Injuring his hamstring in the final game of the South Atlantic season while stealing third base, Hilligoss and the Yankees didn't expect him to see any game action.
"I tried to swing on that first day we got back down there for Instructs," he revealed. "The first couple of swings were fine in the cages and then when we go into live batting practice I couldn't twist the way I needed on that front leg.
"That was something going in, that it would be questionable and lucky if I did get into one [game]. The games weren't necessarily the biggest part. Obviously I would have liked to have played in one to put some of the things that I learned into the games but I wasn't able to, that's part of it I guess."
Unable to participate in actual games, he did get plenty of reps and instruction at second base during intense fielding drills, which was the original plan anyway.
"I did get some work in there [second base]," said Hilligoss. "It bothered me a little bit laterally but we worked mostly on double-play feeds and positioning like that. I did get some work in at second base but it was just to get my feet wet so some time in the future if they do need to move me, that's an option. I got the job accomplished what I needed to get done when I was there."
Prior to moving to third base in Staten Island a year ago the former Purdue Boilermaker played shortstop growing up. While he had plenty of experience in the middle infield, it was quite different for him playing the other side.
"It is obviously. The angle on the turns for the double-play is different and it's probably the hardest. It changes your direction of momentum.

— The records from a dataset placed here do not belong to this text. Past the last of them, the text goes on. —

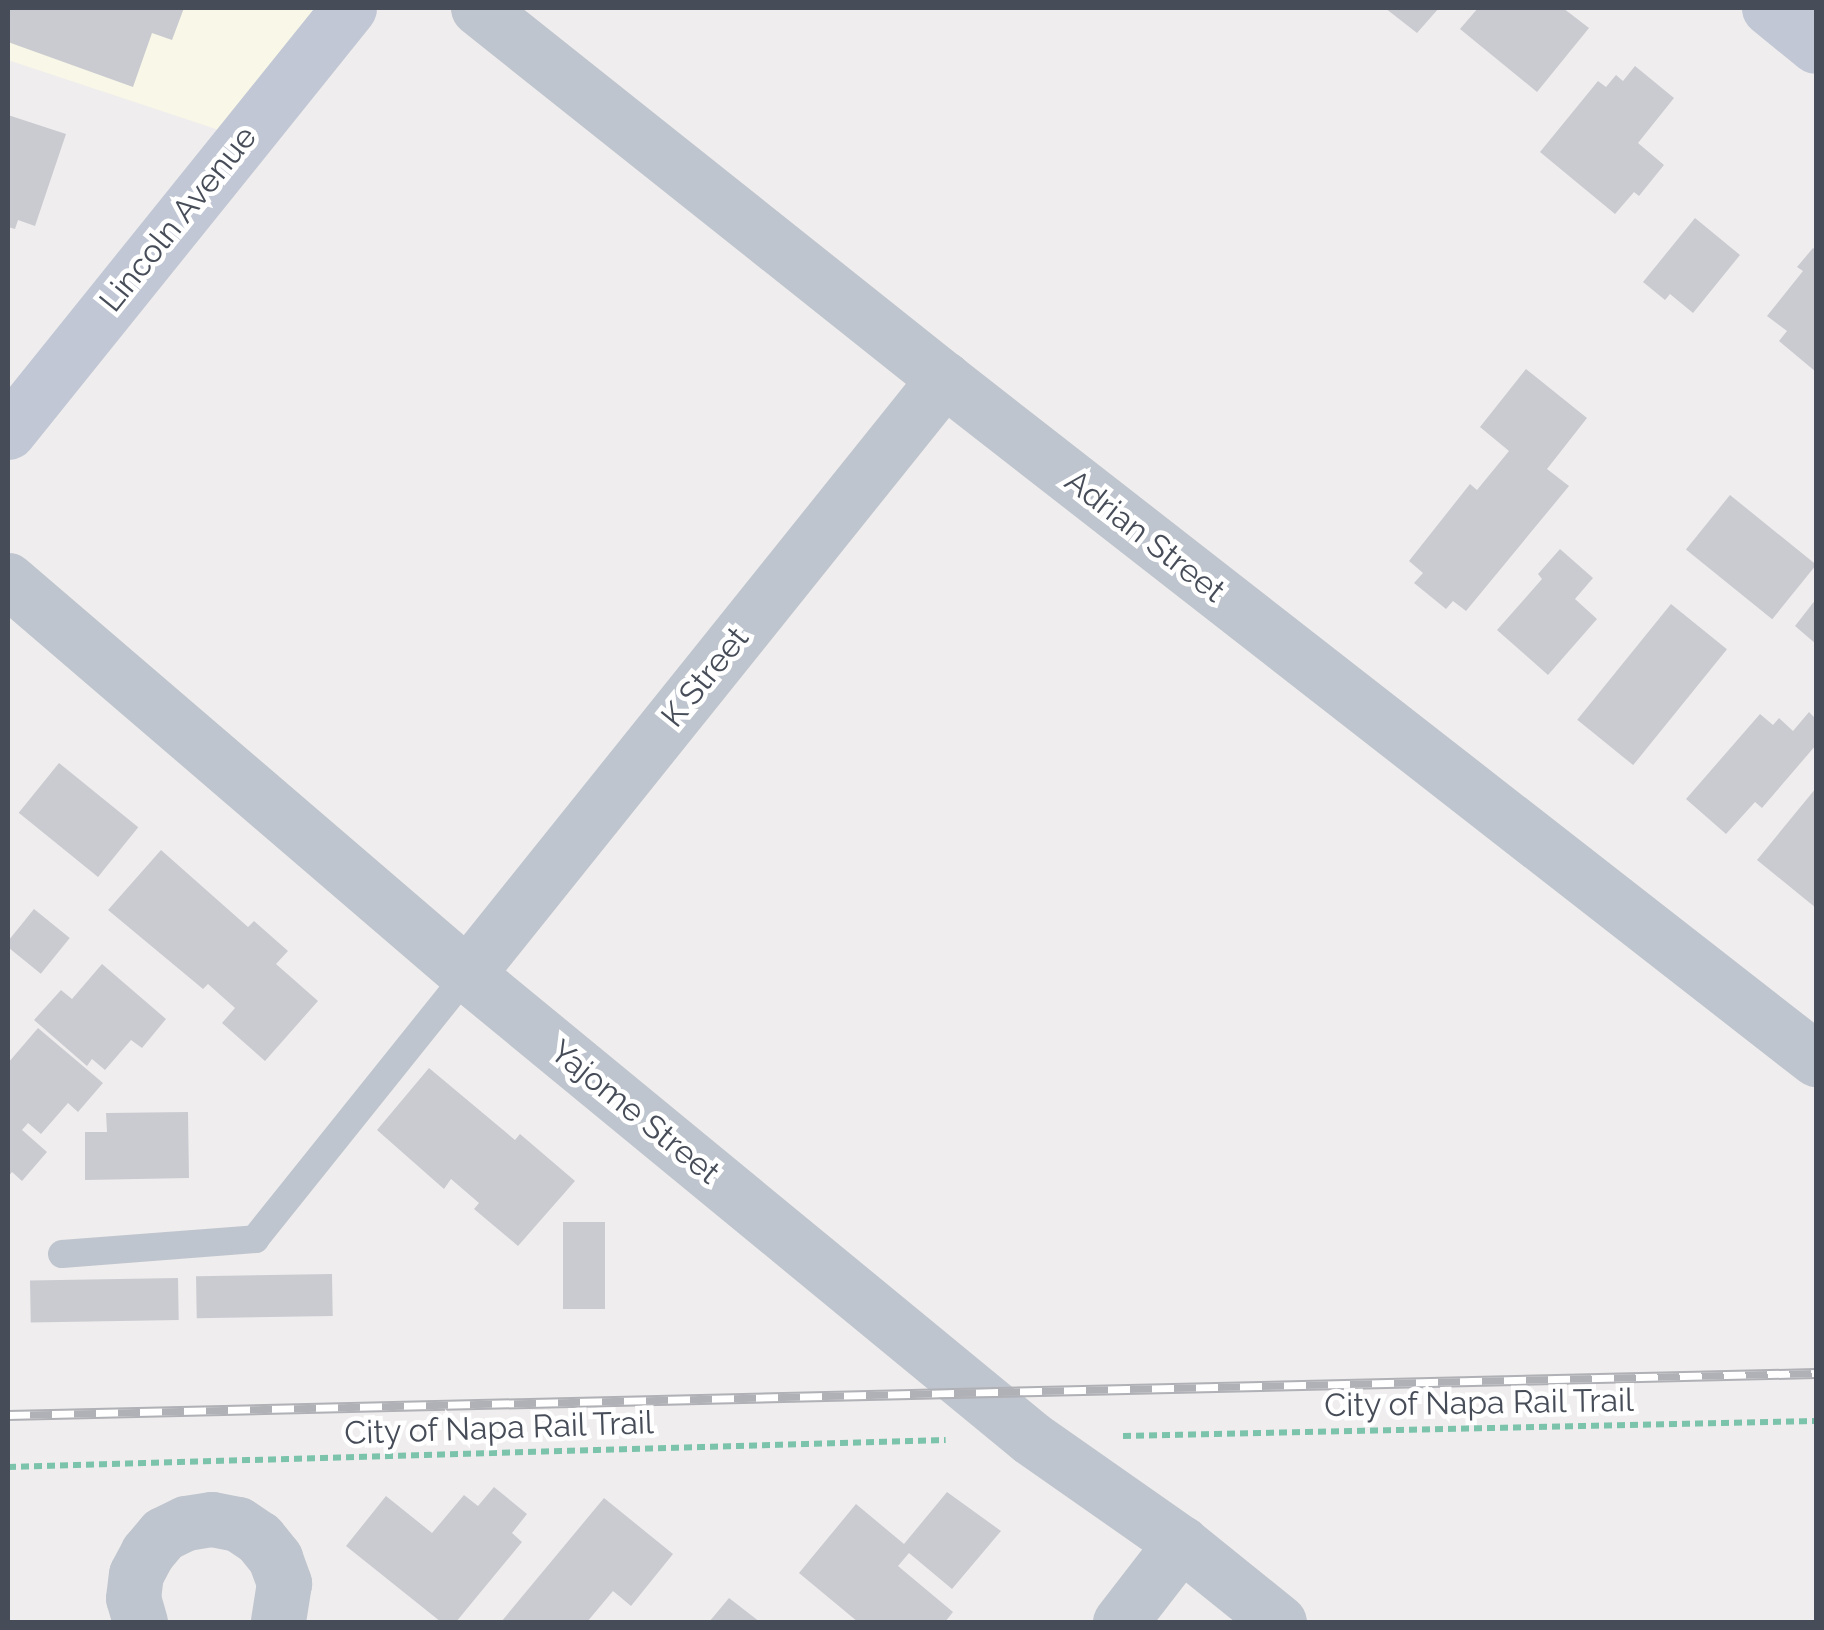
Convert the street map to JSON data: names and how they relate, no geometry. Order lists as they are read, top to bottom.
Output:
{
  "streets": {
    "main road": ["Lincoln Avenue"],
    "street": ["Adrian Street", "K Street", "Yajome Street"],
    "path": ["City of Napa Rail Trail"]
  },
  "crossings": [
    ["Adrian Street", "K Street"],
    ["K Street", "Yajome Street"]
  ]
}
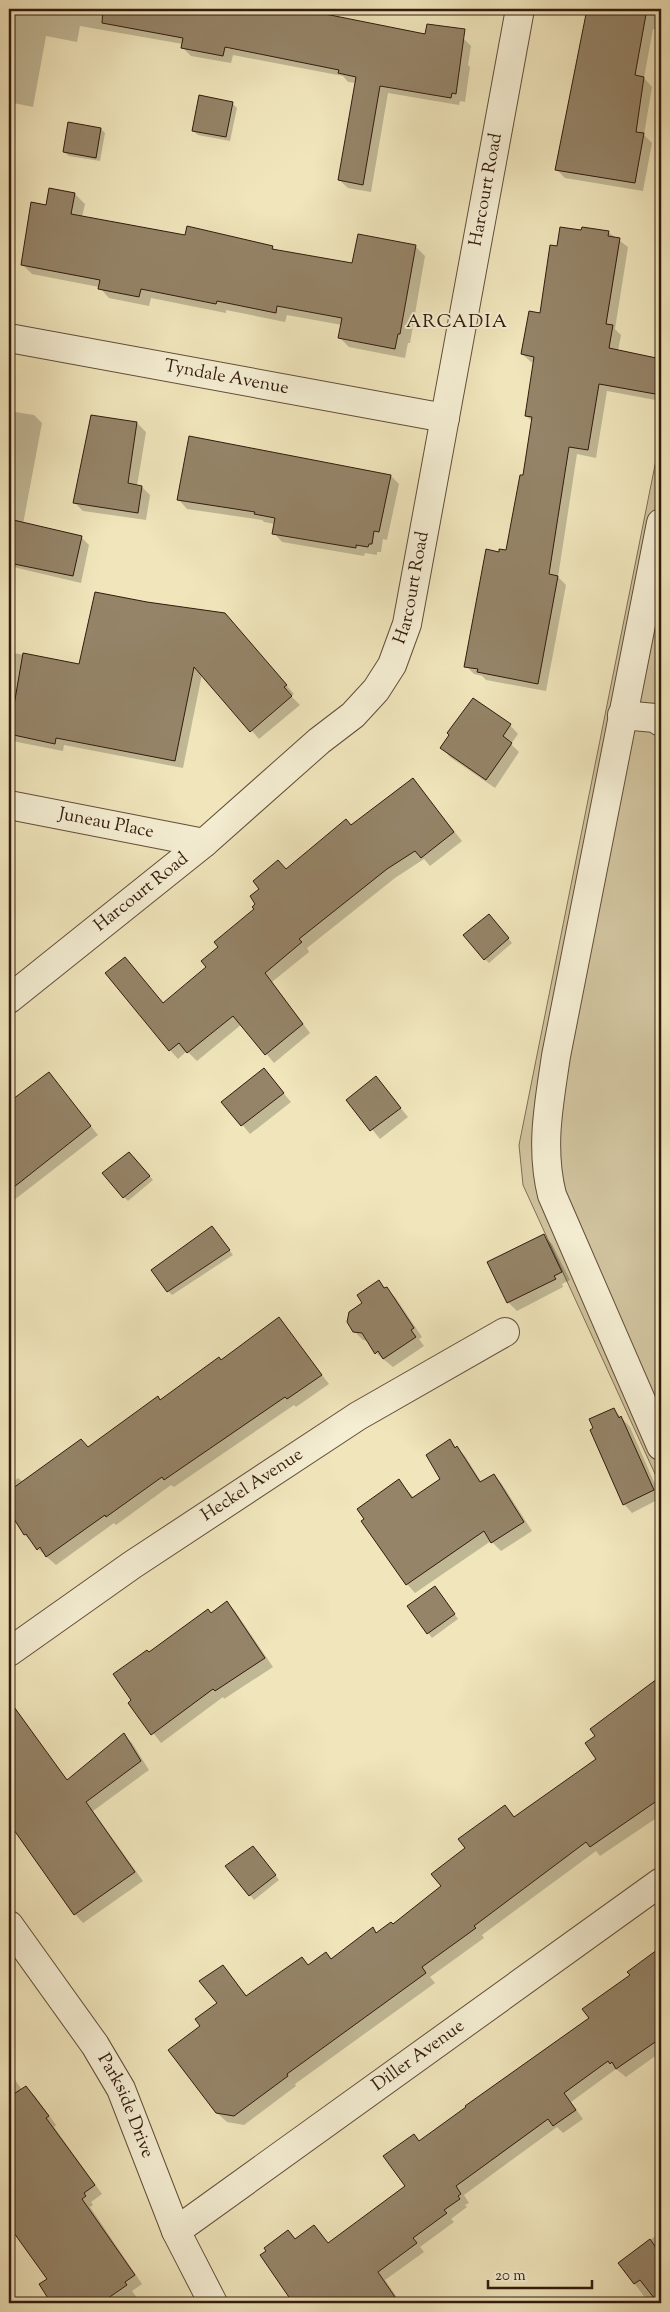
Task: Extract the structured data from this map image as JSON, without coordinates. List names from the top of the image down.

"To be able to pivot your feet and actually re-direct everything to first base is probably the hardest part about it. The double-play feeds are similar yet so much different. You've got to use more footwork."
Needing more footwork is part of the equation. The other is developing more flexibility in his lower-half and improving that has now become one of his top priorities for this offseason.
"I think that would be a good way of saying it, just stay flexible," he admitted. "At the end of Instructs meeting, we wanted to see what second base was like.
"We saw what we needed to see and as of right now I'm a third baseman, but hopefully now they know I can play second base or at least be efficient enough that if something were to happen or fortunate to move up, I could play second base."
Only getting to 75 or 80 percent health-wise by the end of Instructs, the 22-year old did work some in the cages offensively and took fielding practice at both second base and third base during mini-camp.
But while he says he felt quite comfortable at second base by the end, he also knows third base will remain his home for the foreseeable future.
"I didn't think it was bad," he said of how he felt at second base. "The more I was there, the more I talked with [the coaches] - a lot of the time we'd sit there and talk about situations - all that helps.
"They explained what the plan maybe was, that I could be moving. It's not in concrete as far as I know and when I left [Instructs] I was still a third baseman."